TASK DATA:
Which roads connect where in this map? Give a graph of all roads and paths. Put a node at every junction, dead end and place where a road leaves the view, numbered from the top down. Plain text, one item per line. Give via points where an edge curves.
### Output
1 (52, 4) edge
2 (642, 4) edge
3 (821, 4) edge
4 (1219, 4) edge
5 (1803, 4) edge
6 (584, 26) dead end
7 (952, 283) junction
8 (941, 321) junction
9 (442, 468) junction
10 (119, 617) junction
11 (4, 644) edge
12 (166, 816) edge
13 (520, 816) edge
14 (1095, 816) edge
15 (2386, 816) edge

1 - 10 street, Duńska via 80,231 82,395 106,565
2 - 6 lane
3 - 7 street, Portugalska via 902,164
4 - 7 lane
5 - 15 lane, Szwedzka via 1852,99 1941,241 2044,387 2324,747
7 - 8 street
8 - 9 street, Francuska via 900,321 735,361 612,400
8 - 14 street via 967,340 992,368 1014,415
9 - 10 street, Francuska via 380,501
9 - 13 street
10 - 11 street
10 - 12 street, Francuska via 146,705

YOUR INSTRUCTIONS: Every entry above should come back exactly as written.

COMPLETED TASK:
Which roads connect where in this map? Give a graph of all roads and paths. Put a node at every junction, dead end and place where a road leaves the view, numbered from the top down. Plain text, one item per line. Give via points where an edge curves.
### Output
1 (52, 4) edge
2 (642, 4) edge
3 (821, 4) edge
4 (1219, 4) edge
5 (1803, 4) edge
6 (584, 26) dead end
7 (952, 283) junction
8 (941, 321) junction
9 (442, 468) junction
10 (119, 617) junction
11 (4, 644) edge
12 (166, 816) edge
13 (520, 816) edge
14 (1095, 816) edge
15 (2386, 816) edge

1 - 10 street, Duńska via 80,231 82,395 106,565
2 - 6 lane
3 - 7 street, Portugalska via 902,164
4 - 7 lane
5 - 15 lane, Szwedzka via 1852,99 1941,241 2044,387 2324,747
7 - 8 street
8 - 9 street, Francuska via 900,321 735,361 612,400
8 - 14 street via 967,340 992,368 1014,415
9 - 10 street, Francuska via 380,501
9 - 13 street
10 - 11 street
10 - 12 street, Francuska via 146,705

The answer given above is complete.